# Videos of Agility competitions?



## FlyingQuizini (Oct 24, 2006)

I have some of my agility runs on my YouTube site: YouTube - Broadcast Yourself.

Check the AKC website and do an event search for your area. Bet you can find a local show and go watch in person.

There's also ASCA Agility and NADAC agility - both of which may be offering trials in your area.


----------



## Zookeepermama (Nov 12, 2007)

Thats what I was looking for! That does look like fun, but alot of work too. Was it hard to make the transition from agility to obedience? That is the same dog right? Oh yeah, and any tips on finding a trainer to help me in my area?


----------



## FlyingQuizini (Oct 24, 2006)

Yup. Same dog. Actually, I started training for obedience first and did about two years of foundational obedience training before I started agility training. Doing it that way, he was ready to compete in agility in about a year. We competed for a year and now we're taking time off agility so I can polish up his obedience act and show him there. It proved to be too hard for me to train and show in agility and obedience at the same time, but mostly that's b/c I'm a total perfectionist and I want at least a 198 in the obedience ring!


----------



## FlyingQuizini (Oct 24, 2006)

Oh and for finding a trainer in your area, look for a local Club. They will usually have trainers - both the people I train with privately also teach for the Club I belong to - and if not, they will be able to refer you to somebody.

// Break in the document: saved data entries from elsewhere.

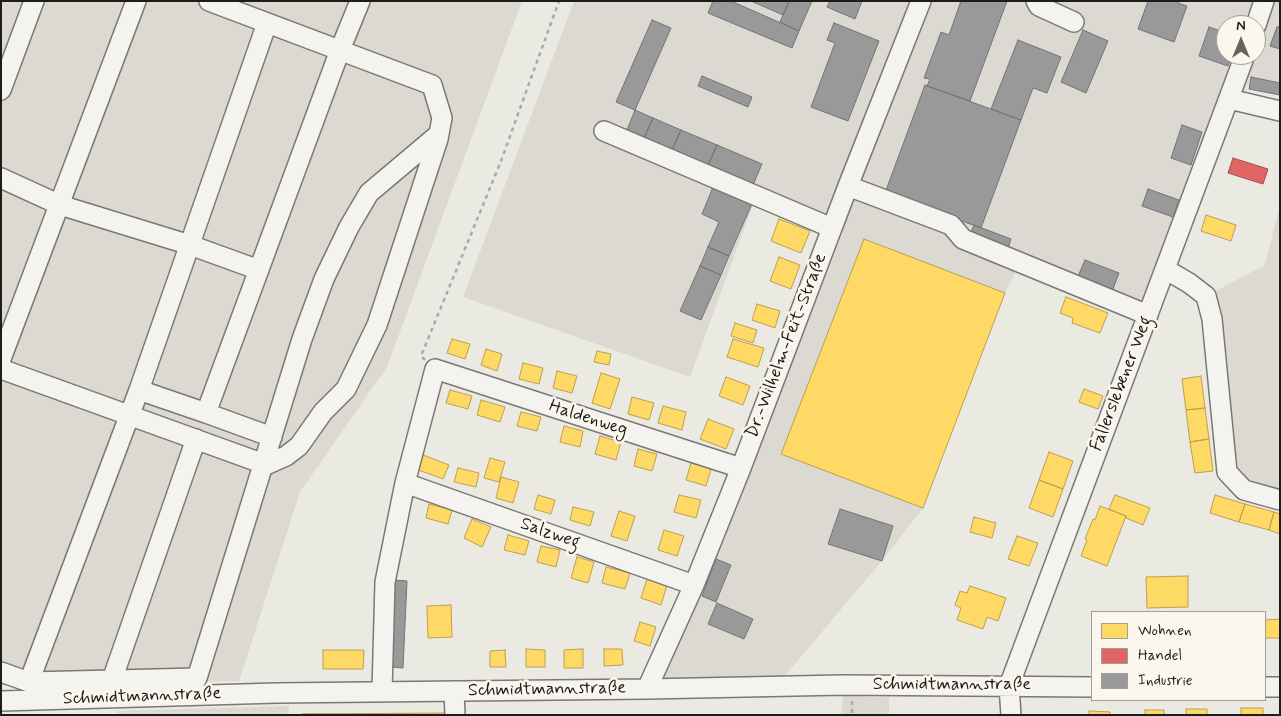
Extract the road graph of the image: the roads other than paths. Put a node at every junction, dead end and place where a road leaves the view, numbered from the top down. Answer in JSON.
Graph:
{"nodes":[{"id":1,"x":34,"y":1,"type":"edge"},
{"id":2,"x":136,"y":1,"type":"edge"},
{"id":3,"x":209,"y":1,"type":"edge"},
{"id":4,"x":360,"y":1,"type":"edge"},
{"id":5,"x":921,"y":1,"type":"edge"},
{"id":6,"x":1036,"y":1,"type":"edge"},
{"id":7,"x":1264,"y":1,"type":"edge"},
{"id":8,"x":236,"y":6,"type":"edge"},
{"id":9,"x":1259,"y":15,"type":"edge"},
{"id":10,"x":1074,"y":22,"type":"dead end"},
{"id":11,"x":267,"y":23,"type":"junction"},
{"id":12,"x":340,"y":50,"type":"junction"},
{"id":13,"x":1241,"y":65,"type":"edge"},
{"id":14,"x":1,"y":90,"type":"edge"},
{"id":15,"x":1229,"y":99,"type":"junction"},
{"id":16,"x":1280,"y":111,"type":"edge"},
{"id":17,"x":604,"y":131,"type":"dead end"},
{"id":18,"x":439,"y":134,"type":"junction"},
{"id":19,"x":1,"y":178,"type":"edge"},
{"id":20,"x":848,"y":186,"type":"junction"},
{"id":21,"x":60,"y":205,"type":"junction"},
{"id":22,"x":832,"y":228,"type":"junction"},
{"id":23,"x":190,"y":245,"type":"junction"},
{"id":24,"x":1165,"y":269,"type":"junction"},
{"id":25,"x":259,"y":270,"type":"junction"},
{"id":26,"x":1148,"y":315,"type":"junction"},
{"id":27,"x":1,"y":359,"type":"edge"},
{"id":28,"x":1,"y":368,"type":"edge"},
{"id":29,"x":139,"y":390,"type":"junction"},
{"id":30,"x":206,"y":413,"type":"junction"},
{"id":31,"x":129,"y":414,"type":"junction"},
{"id":32,"x":272,"y":436,"type":"junction"},
{"id":33,"x":196,"y":439,"type":"junction"},
{"id":34,"x":264,"y":463,"type":"junction"},
{"id":35,"x":741,"y":468,"type":"junction"},
{"id":36,"x":405,"y":483,"type":"junction"},
{"id":37,"x":1280,"y":500,"type":"edge"},
{"id":38,"x":694,"y":585,"type":"junction"},
{"id":39,"x":1,"y":672,"type":"edge"},
{"id":40,"x":112,"y":680,"type":"junction"},
{"id":41,"x":29,"y":682,"type":"junction"},
{"id":42,"x":1008,"y":686,"type":"junction"},
{"id":43,"x":1091,"y":687,"type":"edge"},
{"id":44,"x":1266,"y":687,"type":"edge"},
{"id":45,"x":1280,"y":687,"type":"edge"},
{"id":46,"x":647,"y":689,"type":"junction"},
{"id":47,"x":454,"y":691,"type":"junction"},
{"id":48,"x":382,"y":692,"type":"junction"},
{"id":49,"x":3,"y":704,"type":"edge"},
{"id":50,"x":455,"y":715,"type":"edge"},
{"id":51,"x":1011,"y":715,"type":"edge"}],
"edges":[{"from":1,"to":14,"type":"street"},
{"from":2,"to":21,"type":"street"},
{"from":3,"to":8,"type":"street"},
{"from":4,"to":12,"type":"street"},
{"from":5,"to":20,"type":"street","name":"Dr.-Wilhelm-Feit-Straße"},
{"from":6,"to":10,"type":"street"},
{"from":7,"to":9,"type":"street"},
{"from":8,"to":11,"type":"street"},
{"from":11,"to":12,"type":"street"},
{"from":11,"to":23,"type":"street"},
{"from":12,"to":18,"type":"street"},
{"from":12,"to":25,"type":"street"},
{"from":13,"to":15,"type":"street","name":"Fallerslebener Weg"},
{"from":15,"to":16,"type":"street"},
{"from":15,"to":24,"type":"street","name":"Fallerslebener Weg"},
{"from":17,"to":22,"type":"street"},
{"from":18,"to":32,"type":"street"},
{"from":18,"to":34,"type":"street"},
{"from":19,"to":21,"type":"street"},
{"from":20,"to":22,"type":"street","name":"Dr.-Wilhelm-Feit-Straße"},
{"from":20,"to":26,"type":"street"},
{"from":21,"to":23,"type":"street"},
{"from":21,"to":27,"type":"street"},
{"from":22,"to":35,"type":"street","name":"Dr.-Wilhelm-Feit-Straße"},
{"from":23,"to":25,"type":"street"},
{"from":23,"to":29,"type":"street"},
{"from":24,"to":26,"type":"street","name":"Fallerslebener Weg"},
{"from":24,"to":37,"type":"street"},
{"from":25,"to":30,"type":"street"},
{"from":26,"to":42,"type":"street","name":"Fallerslebener Weg"},
{"from":28,"to":31,"type":"street"},
{"from":29,"to":30,"type":"street"},
{"from":29,"to":31,"type":"street"},
{"from":30,"to":32,"type":"street"},
{"from":31,"to":33,"type":"street"},
{"from":31,"to":41,"type":"street"},
{"from":32,"to":34,"type":"street"},
{"from":33,"to":34,"type":"street"},
{"from":33,"to":40,"type":"street"},
{"from":34,"to":40,"type":"street"},
{"from":35,"to":36,"type":"street","name":"Haldenweg"},
{"from":35,"to":38,"type":"street","name":"Dr.-Wilhelm-Feit-Straße"},
{"from":36,"to":38,"type":"street","name":"Salzweg"},
{"from":36,"to":48,"type":"street"},
{"from":38,"to":46,"type":"street","name":"Dr.-Wilhelm-Feit-Straße"},
{"from":39,"to":41,"type":"street"},
{"from":40,"to":41,"type":"street"},
{"from":42,"to":43,"type":"street","name":"Schmidtmannstraße"},
{"from":42,"to":46,"type":"street","name":"Schmidtmannstraße"},
{"from":42,"to":51,"type":"street","name":"Fallerslebener Weg"},
{"from":44,"to":45,"type":"street"},
{"from":46,"to":47,"type":"street","name":"Schmidtmannstraße"},
{"from":47,"to":48,"type":"street","name":"Schmidtmannstraße"},
{"from":47,"to":50,"type":"street"},
{"from":48,"to":49,"type":"street","name":"Schmidtmannstraße"}]}
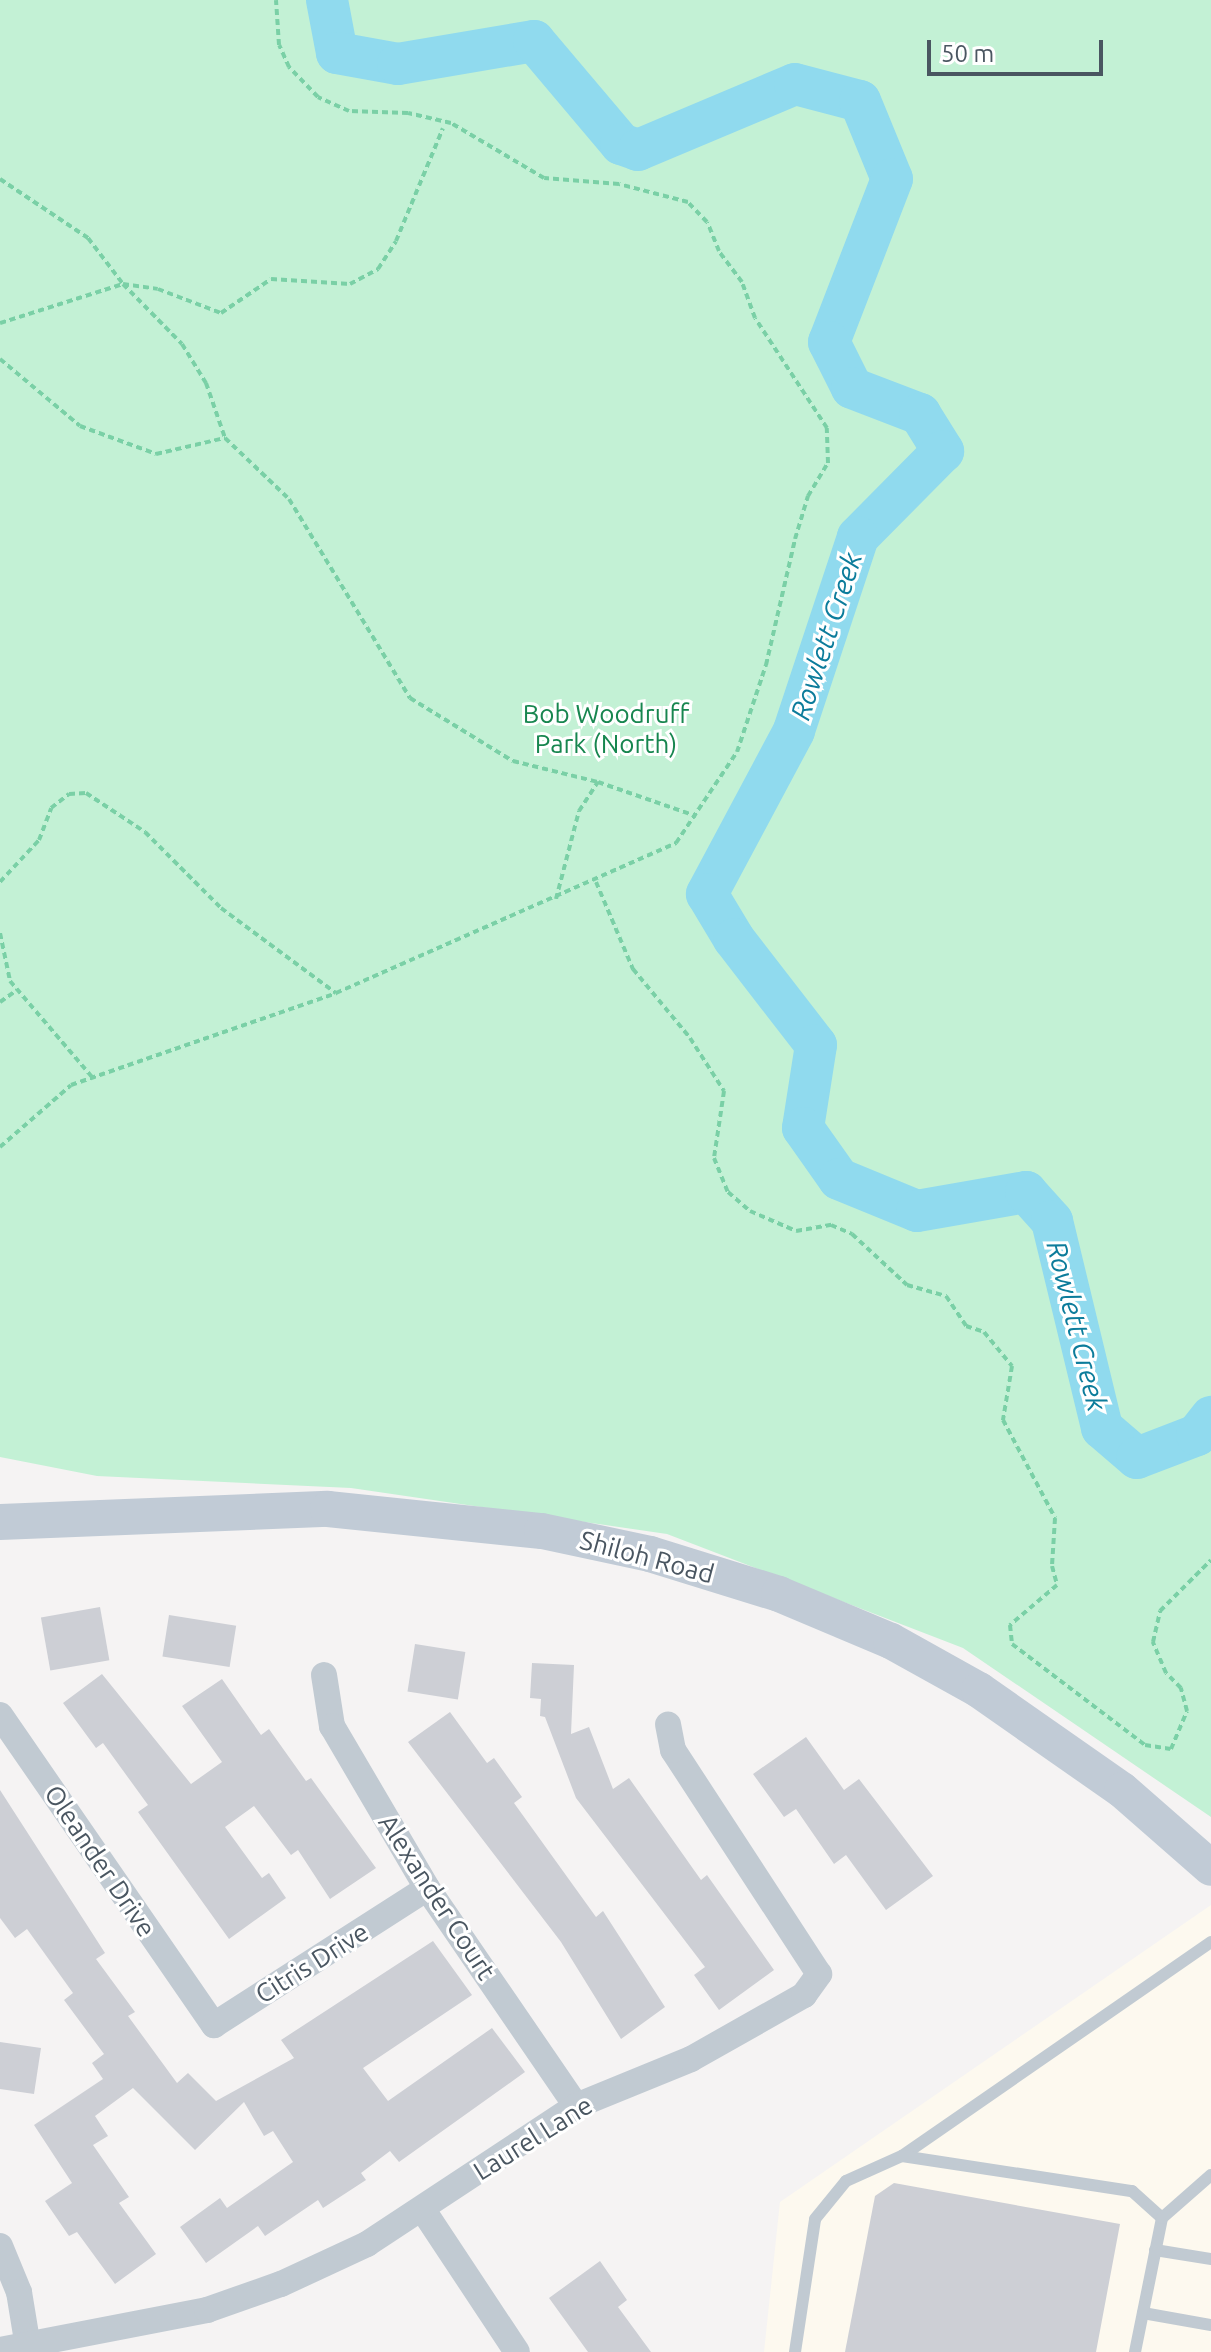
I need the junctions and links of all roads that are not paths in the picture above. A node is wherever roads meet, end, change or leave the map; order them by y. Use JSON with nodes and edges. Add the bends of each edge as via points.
{"nodes":[{"id":1,"x":0,"y":1522,"type":"edge"},
{"id":2,"x":324,"y":1675,"type":"dead end"},
{"id":3,"x":0,"y":1715,"type":"edge"},
{"id":4,"x":668,"y":1724,"type":"dead end"},
{"id":5,"x":1211,"y":1868,"type":"edge"},
{"id":6,"x":427,"y":1888,"type":"junction"},
{"id":7,"x":1211,"y":1942,"type":"edge"},
{"id":8,"x":200,"y":2008,"type":"joint"},
{"id":9,"x":576,"y":2106,"type":"junction"},
{"id":10,"x":902,"y":2156,"type":"junction"},
{"id":11,"x":1211,"y":2175,"type":"edge"},
{"id":12,"x":423,"y":2210,"type":"junction"},
{"id":13,"x":1162,"y":2218,"type":"junction"},
{"id":14,"x":0,"y":2246,"type":"edge"},
{"id":15,"x":1155,"y":2250,"type":"junction"},
{"id":16,"x":1211,"y":2259,"type":"edge"},
{"id":17,"x":1143,"y":2313,"type":"junction"},
{"id":18,"x":1211,"y":2325,"type":"edge"},
{"id":19,"x":27,"y":2341,"type":"junction"},
{"id":20,"x":0,"y":2350,"type":"edge"},
{"id":21,"x":517,"y":2352,"type":"edge"},
{"id":22,"x":795,"y":2352,"type":"edge"},
{"id":23,"x":1135,"y":2352,"type":"edge"}],
"edges":[{"from":1,"to":5,"type":"main road","name":"Shiloh Road","via":[[328,1509],[542,1531],[650,1554],[779,1594],[891,1641],[942,1669],[1037,1726],[1122,1790]]},
{"from":2,"to":6,"type":"street","name":"Alexander Court","via":[[332,1726]]},
{"from":3,"to":8,"type":"street","name":"Oleander Drive"},
{"from":4,"to":9,"type":"street","name":"Laurel Lane","via":[[666,1736],[673,1750],[819,1974],[804,1995],[691,2059]]},
{"from":6,"to":8,"type":"street","name":"Citris Drive","via":[[214,2025]]},
{"from":6,"to":9,"type":"street","name":"Alexander Court"},
{"from":7,"to":10,"type":"lane"},
{"from":9,"to":12,"type":"street","name":"Laurel Lane"},
{"from":10,"to":13,"type":"lane","via":[[1132,2191]]},
{"from":10,"to":22,"type":"lane","via":[[846,2181],[815,2219]]},
{"from":11,"to":13,"type":"lane"},
{"from":12,"to":19,"type":"street","name":"Laurel Lane","via":[[310,2271],[207,2310]]},
{"from":12,"to":21,"type":"street"},
{"from":13,"to":15,"type":"lane"},
{"from":14,"to":19,"type":"street","via":[[19,2292]]},
{"from":15,"to":16,"type":"lane"},
{"from":15,"to":17,"type":"lane"},
{"from":17,"to":18,"type":"lane"},
{"from":17,"to":23,"type":"lane"},
{"from":19,"to":20,"type":"street","name":"Laurel Lane"}]}
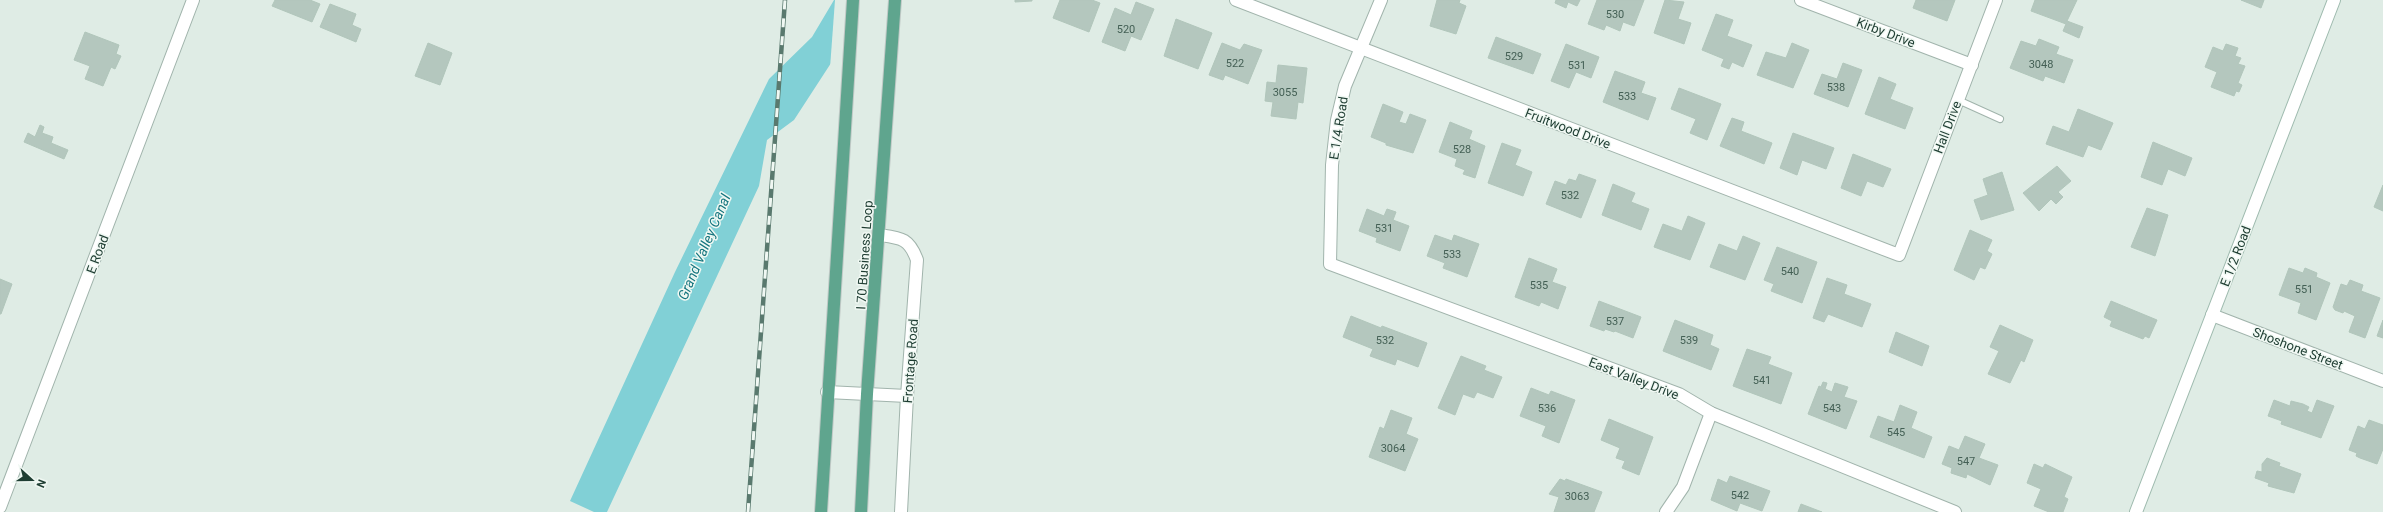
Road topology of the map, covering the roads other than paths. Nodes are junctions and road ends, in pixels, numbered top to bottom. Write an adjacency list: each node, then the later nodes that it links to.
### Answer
1 (194, 0): 22 (street, E Road)
2 (853, 0): 18 (main road, I 70 Business Loop)
3 (895, 0): 13 (main road, I 70 Business Loop)
4 (1236, 0): 9 (street, Fruitwood Drive)
5 (1381, 0): 9 (street, E 1/4 Road)
6 (1801, 0): 10 (street, Kirby Drive)
7 (1996, 0): 10 (street, Hall Drive)
8 (2334, 0): 16 (street, E 1/2 Road)
9 (1360, 48): 14 (street, Fruitwood Drive); 15 (street, E 1/4 Road)
10 (1972, 65): 11 (street, Hall Drive)
11 (1958, 100): 12 (lane); 14 (street, Hall Drive)
12 (2000, 119)
13 (879, 235): 19 (main road, I 70 Business Loop); 20 (street, Frontage Road)
14 (1899, 255)
15 (1330, 264): 21 (street, East Valley Drive)
16 (2212, 315): 17 (street, Shoshone Street); 28 (street, E 1/2 Road)
17 (2383, 381)
18 (827, 392): 19 (street); 23 (main road, I 70 Business Loop)
19 (867, 394): 20 (street); 24 (main road, I 70 Business Loop)
20 (907, 396): 25 (street, Frontage Road)
21 (1711, 413): 26 (street); 27 (street, East Valley Drive)
22 (0, 507)
23 (821, 512)
24 (861, 512)
25 (902, 512)
26 (1666, 512)
27 (1955, 512)
28 (2136, 512)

Good luck... and happy training! It's a lot of fun and a great relationship builder for you and your dog!

-Stephanie


----------



## katieanddusty (Feb 9, 2006)

There are a lot of videos on Dog Agility Video Service | For the serious agility competitor!

There isn't really much in AZ, but you can try searching for clubs here: Clean Run Productions LLC: Search for Agility Clubs and Schools


----------



## Zookeepermama (Nov 12, 2007)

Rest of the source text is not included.